A vector of 0 and 1, indicating which observations should be considered for the calculation

data

An intData object containing the macrodata/interval data

Value

The symbolic covariance matrix

Details

Let \(\boldsymbol{z}\in\{0,1\}^n\) be a vector indicating which \(m\) observations are “active”. This function calculates the sample interval-valued covariance matrix in function of \(\boldsymbol{z}\): \(\boldsymbol{S}_B(\boldsymbol{z})\). Let \(\boldsymbol{C}\), \(\boldsymbol{R}\) be the matrices of centers and ranges, respectively. Additionally, set: $$\overline{\boldsymbol{c}}_B(\boldsymbol{z})=\dfrac{1}{m}\boldsymbol{C}^{\top}\boldsymbol{z}, \qquad \overline{\boldsymbol{r}}_B(\boldsymbol{z})=\dfrac{1}{m}\boldsymbol{R}^{\top}\boldsymbol{z}.$$ The sample interval-valued covariance matrix is obtained according to the LatentCase:

  • "U_id_symmetric": The latent variables are identically distributed and symmetric: $$\boldsymbol{S}_B(\boldsymbol{z})=\left(\dfrac{1}{m}\sum\limits_{h=1}^{n}z_{h}\boldsymbol{c}_{h}\boldsymbol{c}_{h}^{\top}\right)-\overline{\boldsymbol{c}}_B(\boldsymbol{z})\overline{\boldsymbol{c}}_B(\boldsymbol{z})^\top+\left(\dfrac{\delta}{m}\sum\limits_{h=1}^{n}z_{h}\boldsymbol{r}_{h}\boldsymbol{r}_{h}^{\top}\right)-\delta\overline{\boldsymbol{r}}_B(\boldsymbol{z})\overline{\boldsymbol{r}}_B(\boldsymbol{z})^\top,$$ where \(\delta=\mathbb{E}(U^2)/4\) is the parameter of the latent variables.

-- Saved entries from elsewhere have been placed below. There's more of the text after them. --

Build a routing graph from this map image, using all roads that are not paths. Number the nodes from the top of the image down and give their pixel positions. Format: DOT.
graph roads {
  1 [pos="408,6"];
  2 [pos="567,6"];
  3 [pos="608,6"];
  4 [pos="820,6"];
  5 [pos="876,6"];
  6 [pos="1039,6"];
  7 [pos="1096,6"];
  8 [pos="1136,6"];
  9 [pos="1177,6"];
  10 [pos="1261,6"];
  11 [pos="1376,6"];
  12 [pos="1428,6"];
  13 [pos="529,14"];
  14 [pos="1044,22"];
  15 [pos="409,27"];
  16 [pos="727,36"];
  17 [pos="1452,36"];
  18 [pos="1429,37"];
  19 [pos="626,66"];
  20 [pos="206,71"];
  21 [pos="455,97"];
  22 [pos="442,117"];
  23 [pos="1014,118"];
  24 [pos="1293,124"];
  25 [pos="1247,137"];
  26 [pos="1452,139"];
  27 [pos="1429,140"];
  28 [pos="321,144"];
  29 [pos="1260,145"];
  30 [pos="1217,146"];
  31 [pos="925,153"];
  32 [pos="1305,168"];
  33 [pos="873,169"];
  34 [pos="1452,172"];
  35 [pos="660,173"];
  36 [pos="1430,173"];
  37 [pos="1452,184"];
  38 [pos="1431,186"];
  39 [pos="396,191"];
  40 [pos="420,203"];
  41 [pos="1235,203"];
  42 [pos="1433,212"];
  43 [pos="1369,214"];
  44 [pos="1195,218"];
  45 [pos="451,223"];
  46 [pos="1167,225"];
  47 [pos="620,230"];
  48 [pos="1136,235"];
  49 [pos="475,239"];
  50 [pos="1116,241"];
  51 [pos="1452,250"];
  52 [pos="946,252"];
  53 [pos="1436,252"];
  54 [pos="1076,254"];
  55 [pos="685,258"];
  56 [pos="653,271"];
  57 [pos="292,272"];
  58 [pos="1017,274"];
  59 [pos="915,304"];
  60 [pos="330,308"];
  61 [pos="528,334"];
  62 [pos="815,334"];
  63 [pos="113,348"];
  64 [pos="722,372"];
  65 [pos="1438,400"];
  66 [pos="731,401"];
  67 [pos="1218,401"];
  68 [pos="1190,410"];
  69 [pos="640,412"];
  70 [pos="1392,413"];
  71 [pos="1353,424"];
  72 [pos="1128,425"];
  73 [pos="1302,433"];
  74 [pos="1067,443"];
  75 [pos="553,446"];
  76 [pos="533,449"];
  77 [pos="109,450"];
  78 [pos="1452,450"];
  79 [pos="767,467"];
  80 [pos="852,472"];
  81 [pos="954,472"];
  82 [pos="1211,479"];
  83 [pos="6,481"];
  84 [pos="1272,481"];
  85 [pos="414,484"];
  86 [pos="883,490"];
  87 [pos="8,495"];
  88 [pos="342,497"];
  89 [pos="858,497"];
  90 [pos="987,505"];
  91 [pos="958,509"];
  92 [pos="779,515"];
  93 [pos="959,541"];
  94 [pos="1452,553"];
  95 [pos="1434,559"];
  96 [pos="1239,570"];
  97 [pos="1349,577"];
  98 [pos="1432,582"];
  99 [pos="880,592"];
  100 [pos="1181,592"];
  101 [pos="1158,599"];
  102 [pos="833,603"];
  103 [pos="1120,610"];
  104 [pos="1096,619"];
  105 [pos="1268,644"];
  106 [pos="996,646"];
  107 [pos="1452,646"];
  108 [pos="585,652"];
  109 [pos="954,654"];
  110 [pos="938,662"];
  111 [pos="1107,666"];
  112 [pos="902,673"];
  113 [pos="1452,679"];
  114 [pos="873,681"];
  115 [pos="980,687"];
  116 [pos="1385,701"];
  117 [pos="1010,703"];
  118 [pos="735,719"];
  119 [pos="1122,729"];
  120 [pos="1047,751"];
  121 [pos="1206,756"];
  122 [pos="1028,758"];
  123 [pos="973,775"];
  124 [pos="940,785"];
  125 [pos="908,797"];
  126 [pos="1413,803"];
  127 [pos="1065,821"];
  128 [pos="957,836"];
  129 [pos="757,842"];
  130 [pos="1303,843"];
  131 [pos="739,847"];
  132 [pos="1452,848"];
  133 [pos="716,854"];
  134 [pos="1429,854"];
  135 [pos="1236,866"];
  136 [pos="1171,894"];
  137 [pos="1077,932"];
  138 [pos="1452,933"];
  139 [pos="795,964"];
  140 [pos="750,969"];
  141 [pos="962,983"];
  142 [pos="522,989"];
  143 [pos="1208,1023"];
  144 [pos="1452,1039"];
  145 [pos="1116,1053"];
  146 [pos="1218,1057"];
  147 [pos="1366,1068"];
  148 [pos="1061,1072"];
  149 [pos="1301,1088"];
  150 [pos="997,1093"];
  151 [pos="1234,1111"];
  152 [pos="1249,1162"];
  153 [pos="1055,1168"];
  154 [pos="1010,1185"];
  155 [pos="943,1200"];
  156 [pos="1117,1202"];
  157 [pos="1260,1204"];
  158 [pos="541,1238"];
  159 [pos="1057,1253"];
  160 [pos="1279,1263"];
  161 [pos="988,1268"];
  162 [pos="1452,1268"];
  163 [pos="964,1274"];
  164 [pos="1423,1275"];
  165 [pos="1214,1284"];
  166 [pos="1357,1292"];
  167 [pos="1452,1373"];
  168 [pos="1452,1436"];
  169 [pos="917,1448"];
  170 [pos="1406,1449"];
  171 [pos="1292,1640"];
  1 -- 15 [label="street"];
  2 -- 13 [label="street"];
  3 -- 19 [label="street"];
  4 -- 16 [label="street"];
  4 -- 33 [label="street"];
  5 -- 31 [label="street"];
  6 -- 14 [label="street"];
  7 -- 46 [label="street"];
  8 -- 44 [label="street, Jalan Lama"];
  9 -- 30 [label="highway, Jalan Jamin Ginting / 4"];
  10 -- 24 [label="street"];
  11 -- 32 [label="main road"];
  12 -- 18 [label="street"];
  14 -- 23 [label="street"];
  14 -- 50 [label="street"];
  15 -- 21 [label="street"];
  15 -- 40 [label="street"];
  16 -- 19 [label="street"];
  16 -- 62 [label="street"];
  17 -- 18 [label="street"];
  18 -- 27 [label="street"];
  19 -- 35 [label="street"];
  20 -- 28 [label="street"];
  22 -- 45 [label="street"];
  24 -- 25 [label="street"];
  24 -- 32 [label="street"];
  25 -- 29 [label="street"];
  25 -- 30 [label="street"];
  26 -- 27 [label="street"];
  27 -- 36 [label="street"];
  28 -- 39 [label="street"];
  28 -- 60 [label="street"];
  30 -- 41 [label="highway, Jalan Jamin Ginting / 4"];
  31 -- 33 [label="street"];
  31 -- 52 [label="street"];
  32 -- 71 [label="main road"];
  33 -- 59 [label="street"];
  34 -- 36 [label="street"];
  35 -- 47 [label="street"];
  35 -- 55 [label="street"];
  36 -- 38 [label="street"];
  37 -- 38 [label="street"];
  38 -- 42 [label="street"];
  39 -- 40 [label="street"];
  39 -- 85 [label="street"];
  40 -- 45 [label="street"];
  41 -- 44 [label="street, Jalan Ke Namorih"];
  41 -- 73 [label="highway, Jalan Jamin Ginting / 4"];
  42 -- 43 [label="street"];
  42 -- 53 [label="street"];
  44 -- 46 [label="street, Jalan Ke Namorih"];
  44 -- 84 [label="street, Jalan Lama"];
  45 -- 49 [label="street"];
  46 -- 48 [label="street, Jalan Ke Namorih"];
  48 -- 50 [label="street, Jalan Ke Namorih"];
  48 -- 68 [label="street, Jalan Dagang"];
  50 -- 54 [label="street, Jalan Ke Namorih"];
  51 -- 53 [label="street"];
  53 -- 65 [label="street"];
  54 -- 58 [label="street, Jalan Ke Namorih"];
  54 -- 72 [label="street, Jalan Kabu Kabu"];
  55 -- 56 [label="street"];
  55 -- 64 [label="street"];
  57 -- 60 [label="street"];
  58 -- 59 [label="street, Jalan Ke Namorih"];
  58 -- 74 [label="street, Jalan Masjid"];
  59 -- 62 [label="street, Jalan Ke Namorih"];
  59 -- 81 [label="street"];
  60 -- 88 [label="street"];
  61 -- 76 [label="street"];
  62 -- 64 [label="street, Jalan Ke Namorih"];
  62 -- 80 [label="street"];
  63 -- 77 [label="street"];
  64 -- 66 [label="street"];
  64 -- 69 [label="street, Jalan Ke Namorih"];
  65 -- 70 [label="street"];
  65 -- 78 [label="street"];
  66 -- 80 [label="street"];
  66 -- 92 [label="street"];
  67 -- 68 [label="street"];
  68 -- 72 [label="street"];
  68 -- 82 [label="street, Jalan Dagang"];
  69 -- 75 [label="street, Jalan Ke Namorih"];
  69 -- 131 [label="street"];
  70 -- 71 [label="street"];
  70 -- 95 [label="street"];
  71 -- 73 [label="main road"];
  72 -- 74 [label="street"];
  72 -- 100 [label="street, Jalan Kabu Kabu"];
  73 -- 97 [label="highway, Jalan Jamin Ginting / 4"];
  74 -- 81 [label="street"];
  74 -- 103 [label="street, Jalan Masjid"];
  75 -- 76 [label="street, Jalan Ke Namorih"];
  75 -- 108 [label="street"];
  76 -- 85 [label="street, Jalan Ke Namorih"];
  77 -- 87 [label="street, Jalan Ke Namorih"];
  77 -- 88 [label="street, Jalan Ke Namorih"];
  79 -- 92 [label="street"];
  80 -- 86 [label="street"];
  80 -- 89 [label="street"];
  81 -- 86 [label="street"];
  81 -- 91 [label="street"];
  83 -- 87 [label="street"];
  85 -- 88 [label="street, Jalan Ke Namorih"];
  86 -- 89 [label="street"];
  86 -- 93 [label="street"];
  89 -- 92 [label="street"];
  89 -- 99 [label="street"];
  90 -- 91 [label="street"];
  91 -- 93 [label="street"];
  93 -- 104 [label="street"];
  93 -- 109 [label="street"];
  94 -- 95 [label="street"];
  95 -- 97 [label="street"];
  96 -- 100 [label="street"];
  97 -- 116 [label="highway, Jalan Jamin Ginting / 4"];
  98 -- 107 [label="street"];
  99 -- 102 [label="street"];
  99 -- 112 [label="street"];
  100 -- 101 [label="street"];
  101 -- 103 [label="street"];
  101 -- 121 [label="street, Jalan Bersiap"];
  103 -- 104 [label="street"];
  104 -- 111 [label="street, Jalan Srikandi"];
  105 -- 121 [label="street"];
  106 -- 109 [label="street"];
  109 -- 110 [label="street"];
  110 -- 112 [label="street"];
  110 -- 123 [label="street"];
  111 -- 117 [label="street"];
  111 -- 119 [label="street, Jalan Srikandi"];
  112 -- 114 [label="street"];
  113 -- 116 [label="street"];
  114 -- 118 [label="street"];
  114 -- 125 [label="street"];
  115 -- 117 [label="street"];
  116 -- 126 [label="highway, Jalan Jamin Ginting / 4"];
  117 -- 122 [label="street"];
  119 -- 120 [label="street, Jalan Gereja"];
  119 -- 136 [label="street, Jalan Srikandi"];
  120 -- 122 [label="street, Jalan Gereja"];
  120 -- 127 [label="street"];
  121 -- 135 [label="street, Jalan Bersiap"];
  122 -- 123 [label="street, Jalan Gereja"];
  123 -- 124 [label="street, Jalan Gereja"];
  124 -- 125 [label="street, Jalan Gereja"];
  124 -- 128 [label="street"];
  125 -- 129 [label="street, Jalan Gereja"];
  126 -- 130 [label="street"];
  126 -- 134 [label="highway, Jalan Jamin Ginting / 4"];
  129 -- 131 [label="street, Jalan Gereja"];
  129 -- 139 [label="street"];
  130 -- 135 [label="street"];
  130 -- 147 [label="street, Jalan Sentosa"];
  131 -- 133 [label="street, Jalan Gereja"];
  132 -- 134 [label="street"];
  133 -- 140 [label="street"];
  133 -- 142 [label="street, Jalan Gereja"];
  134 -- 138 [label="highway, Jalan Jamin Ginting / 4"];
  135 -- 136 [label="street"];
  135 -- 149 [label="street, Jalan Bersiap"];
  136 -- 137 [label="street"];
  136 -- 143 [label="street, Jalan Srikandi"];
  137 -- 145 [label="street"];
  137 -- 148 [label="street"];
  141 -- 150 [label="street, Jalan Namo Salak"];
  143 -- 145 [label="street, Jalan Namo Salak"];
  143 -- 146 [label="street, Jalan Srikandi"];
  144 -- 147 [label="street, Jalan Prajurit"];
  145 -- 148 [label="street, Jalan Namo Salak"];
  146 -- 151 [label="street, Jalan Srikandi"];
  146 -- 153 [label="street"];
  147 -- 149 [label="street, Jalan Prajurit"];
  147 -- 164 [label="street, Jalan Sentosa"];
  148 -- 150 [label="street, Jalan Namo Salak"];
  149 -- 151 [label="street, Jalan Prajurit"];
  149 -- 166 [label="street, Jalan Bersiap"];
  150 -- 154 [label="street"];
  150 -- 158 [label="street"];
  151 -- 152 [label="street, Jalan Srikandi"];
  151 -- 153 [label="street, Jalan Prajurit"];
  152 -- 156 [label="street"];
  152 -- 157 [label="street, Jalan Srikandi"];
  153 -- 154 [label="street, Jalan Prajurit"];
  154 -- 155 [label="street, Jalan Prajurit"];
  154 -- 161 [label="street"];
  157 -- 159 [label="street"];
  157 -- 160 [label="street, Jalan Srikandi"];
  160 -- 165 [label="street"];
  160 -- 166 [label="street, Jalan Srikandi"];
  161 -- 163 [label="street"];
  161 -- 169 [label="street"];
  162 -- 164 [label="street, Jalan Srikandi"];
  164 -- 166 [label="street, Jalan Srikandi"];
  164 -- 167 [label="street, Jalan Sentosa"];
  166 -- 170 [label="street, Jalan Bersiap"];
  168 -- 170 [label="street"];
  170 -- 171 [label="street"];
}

  • "U_id": The latent variables are identically distributed: $$\boldsymbol{S}_B(\boldsymbol{z})=\left(\dfrac{1}{m}\sum\limits_{h=1}^{n}z_{h}\boldsymbol{c}_{h}\boldsymbol{c}_{h}^{\top}\right)-\overline{\boldsymbol{c}}_B(\boldsymbol{z})\overline{\boldsymbol{c}}_B(\boldsymbol{z})^\top+\left(\dfrac{\delta}{m}\sum\limits_{h=1}^{n}z_{h}\boldsymbol{r}_{h}\boldsymbol{r}_{h}^{\top}\right)-\delta\overline{\boldsymbol{r}}_B(\boldsymbol{z})\overline{\boldsymbol{r}}_B(\boldsymbol{z})^\top\\ +\left(\dfrac{\mathbb{E}(U)}{2m}\sum\limits_{h=1}^{n}z_{h}\boldsymbol{c}_{h}\boldsymbol{r}_{h}^{\top}\right)-\dfrac{\mathbb{E}(U)}{2}\overline{\boldsymbol{c}}_B(\boldsymbol{z})\overline{\boldsymbol{r}}_B(\boldsymbol{z})^\top+\left(\dfrac{\mathbb{E}(U)}{2m}\sum\limits_{h=1}^{n}z_{h}\boldsymbol{r}_{h}\boldsymbol{c}_{h}^{\top}\right)-\dfrac{\mathbb{E}(U)}{2}\overline{\boldsymbol{r}}_B(\boldsymbol{z})\overline{\boldsymbol{c}}_B(\boldsymbol{z})^\top,$$ where \(\delta=\mathbb{E}(U^2)/4\) and \(\mathbb{E}(U)\) are the parameters of the latent variables.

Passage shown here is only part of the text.